*Task goal*
Below are entries; work out how many of their lines include the string "edges", and reply with the number only.

*Source material*
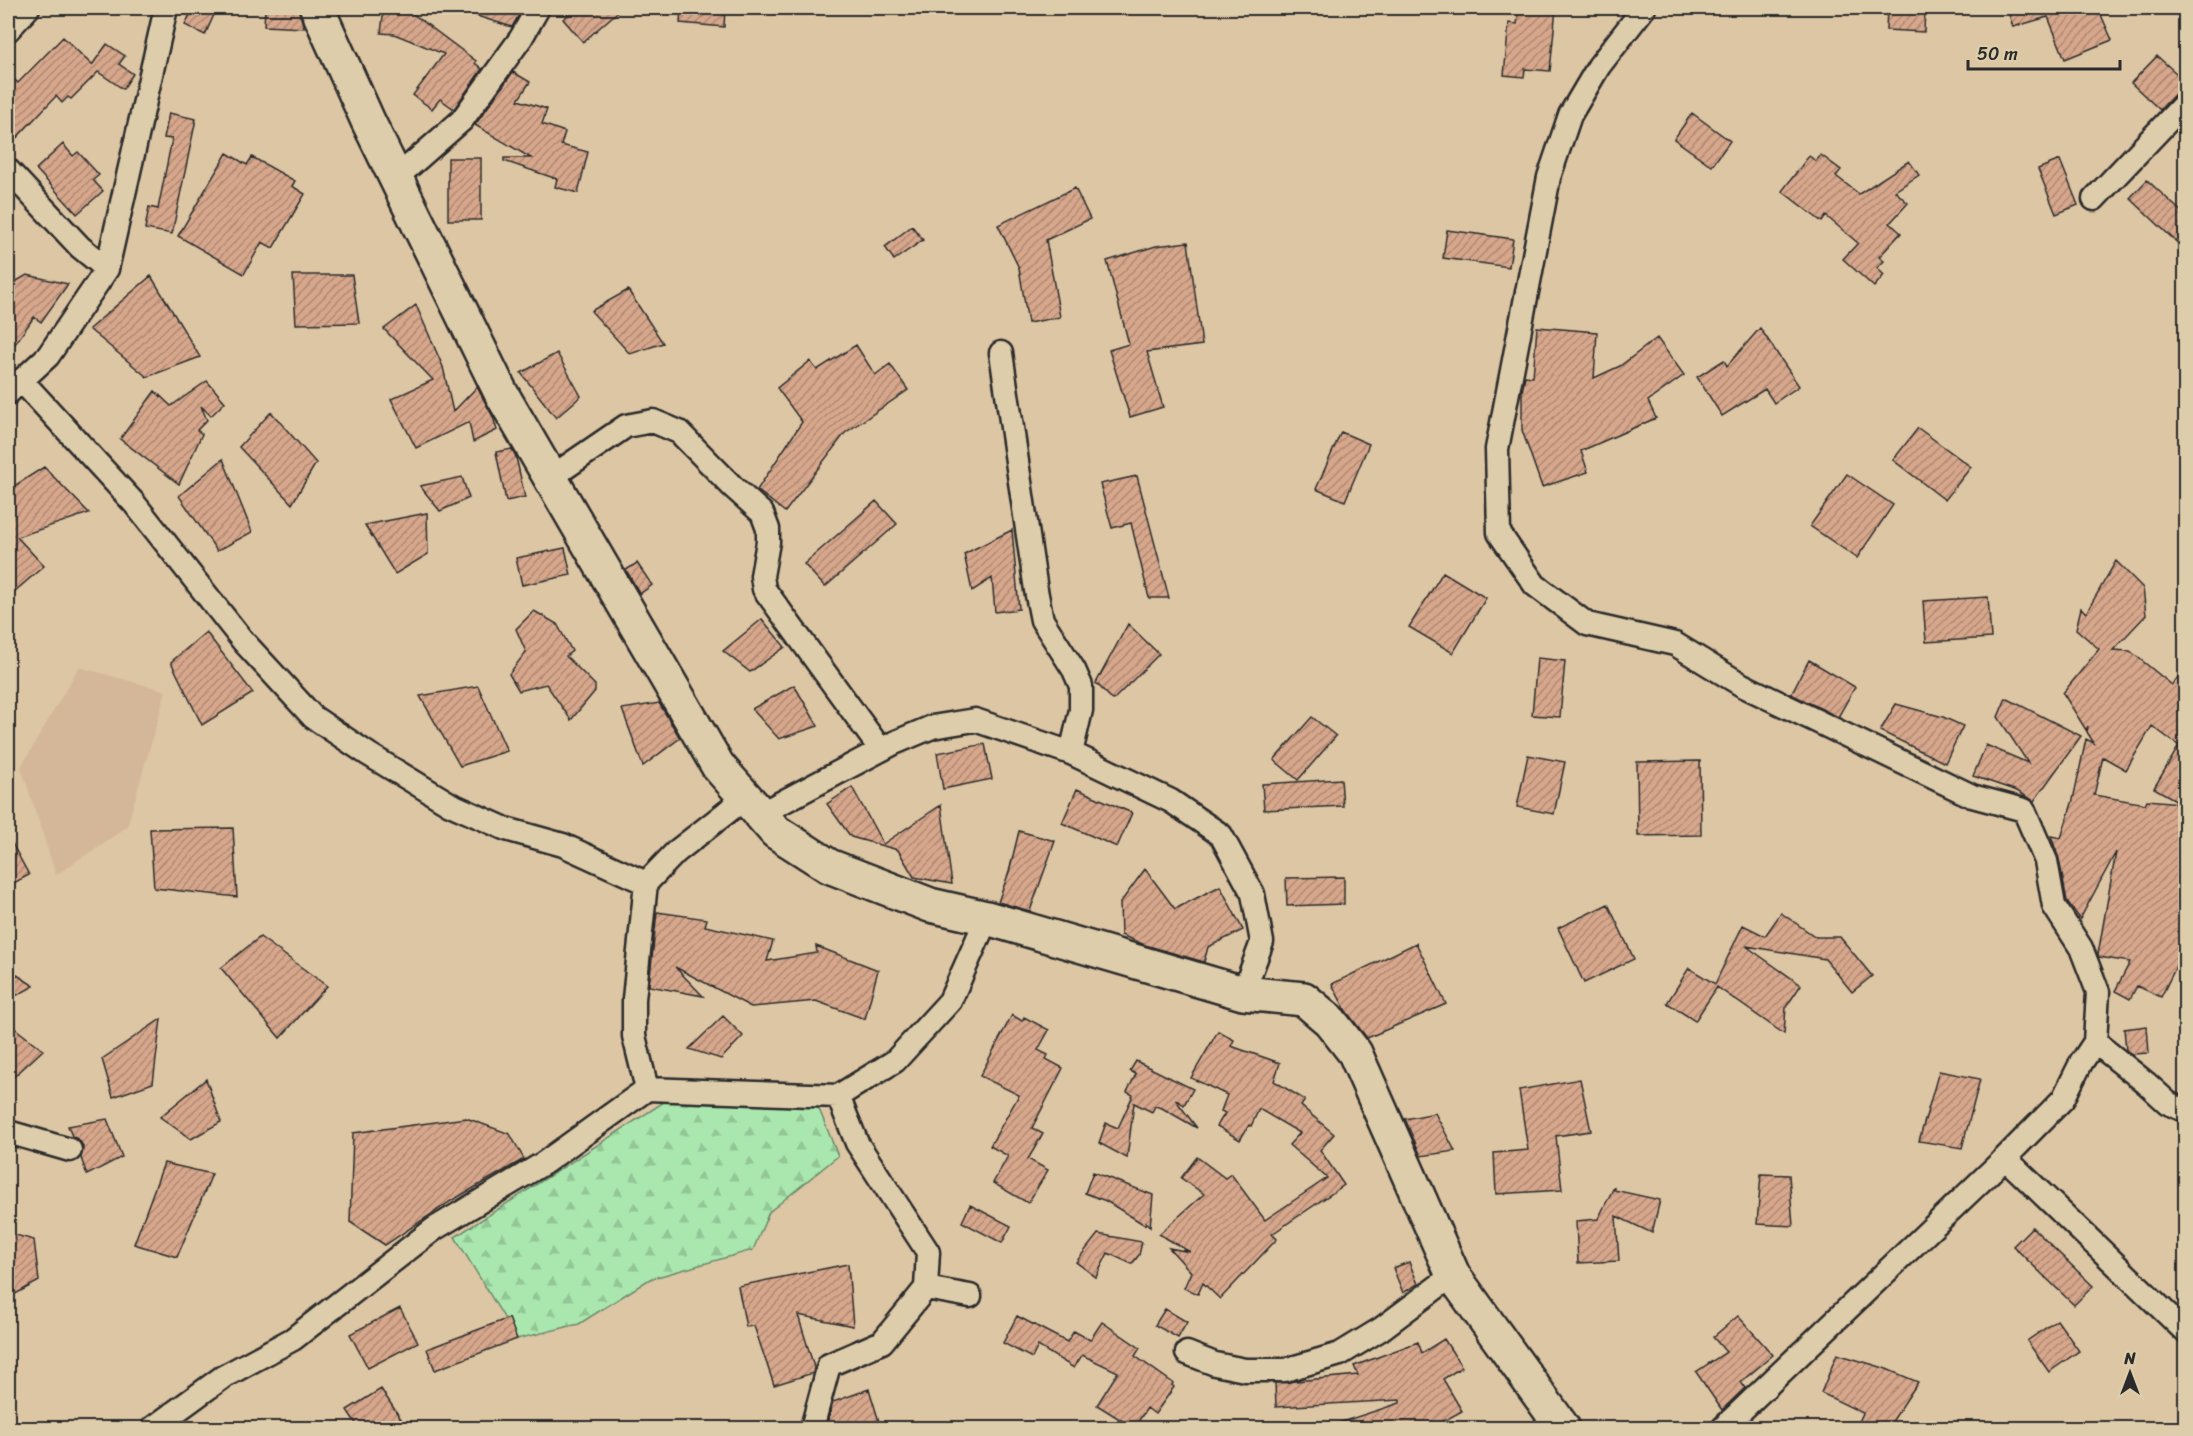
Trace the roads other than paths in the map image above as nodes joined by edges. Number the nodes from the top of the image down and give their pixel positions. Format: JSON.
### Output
{"nodes":[{"id":1,"x":28,"y":8,"type":"edge"},
{"id":2,"x":166,"y":8,"type":"edge"},
{"id":3,"x":317,"y":8,"type":"edge"},
{"id":4,"x":538,"y":8,"type":"edge"},
{"id":5,"x":1644,"y":8,"type":"edge"},
{"id":6,"x":8,"y":30,"type":"edge"},
{"id":7,"x":2186,"y":102,"type":"edge"},
{"id":8,"x":8,"y":170,"type":"edge"},
{"id":9,"x":396,"y":178,"type":"junction"},
{"id":10,"x":2094,"y":199,"type":"dead end"},
{"id":11,"x":107,"y":269,"type":"junction"},
{"id":12,"x":1001,"y":353,"type":"dead end"},
{"id":13,"x":14,"y":387,"type":"edge"},
{"id":14,"x":550,"y":478,"type":"junction"},
{"id":15,"x":881,"y":750,"type":"junction"},
{"id":16,"x":1071,"y":753,"type":"junction"},
{"id":17,"x":753,"y":806,"type":"junction"},
{"id":18,"x":646,"y":883,"type":"junction"},
{"id":19,"x":987,"y":918,"type":"junction"},
{"id":20,"x":1243,"y":993,"type":"junction"},
{"id":21,"x":2095,"y":1042,"type":"junction"},
{"id":22,"x":647,"y":1089,"type":"junction"},
{"id":23,"x":838,"y":1096,"type":"junction"},
{"id":24,"x":2186,"y":1111,"type":"edge"},
{"id":25,"x":8,"y":1132,"type":"edge"},
{"id":26,"x":70,"y":1150,"type":"dead end"},
{"id":27,"x":2005,"y":1158,"type":"junction"},
{"id":28,"x":1453,"y":1275,"type":"junction"},
{"id":29,"x":926,"y":1288,"type":"junction"},
{"id":30,"x":970,"y":1296,"type":"dead end"},
{"id":31,"x":2186,"y":1332,"type":"edge"},
{"id":32,"x":1187,"y":1353,"type":"dead end"},
{"id":33,"x":153,"y":1428,"type":"edge"},
{"id":34,"x":812,"y":1428,"type":"edge"},
{"id":35,"x":1563,"y":1428,"type":"edge"},
{"id":36,"x":1723,"y":1428,"type":"edge"}],
"edges":[{"from":1,"to":6,"type":"street"},
{"from":2,"to":11,"type":"street"},
{"from":3,"to":9,"type":"street"},
{"from":4,"to":9,"type":"street"},
{"from":5,"to":21,"type":"street"},
{"from":7,"to":10,"type":"street"},
{"from":8,"to":11,"type":"street"},
{"from":9,"to":14,"type":"street"},
{"from":11,"to":13,"type":"street"},
{"from":12,"to":16,"type":"street"},
{"from":13,"to":18,"type":"street"},
{"from":14,"to":15,"type":"street"},
{"from":14,"to":17,"type":"street"},
{"from":15,"to":16,"type":"street"},
{"from":15,"to":17,"type":"street"},
{"from":16,"to":20,"type":"street"},
{"from":17,"to":18,"type":"street"},
{"from":17,"to":19,"type":"street"},
{"from":18,"to":22,"type":"street"},
{"from":19,"to":20,"type":"street"},
{"from":19,"to":23,"type":"street"},
{"from":20,"to":28,"type":"street"},
{"from":21,"to":24,"type":"street"},
{"from":21,"to":27,"type":"street"},
{"from":22,"to":23,"type":"street"},
{"from":22,"to":33,"type":"street"},
{"from":23,"to":29,"type":"street"},
{"from":25,"to":26,"type":"street"},
{"from":27,"to":31,"type":"street"},
{"from":27,"to":36,"type":"street"},
{"from":28,"to":32,"type":"street"},
{"from":28,"to":35,"type":"street"},
{"from":29,"to":30,"type":"street"},
{"from":29,"to":34,"type":"street"}]}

*Exercise solution*
2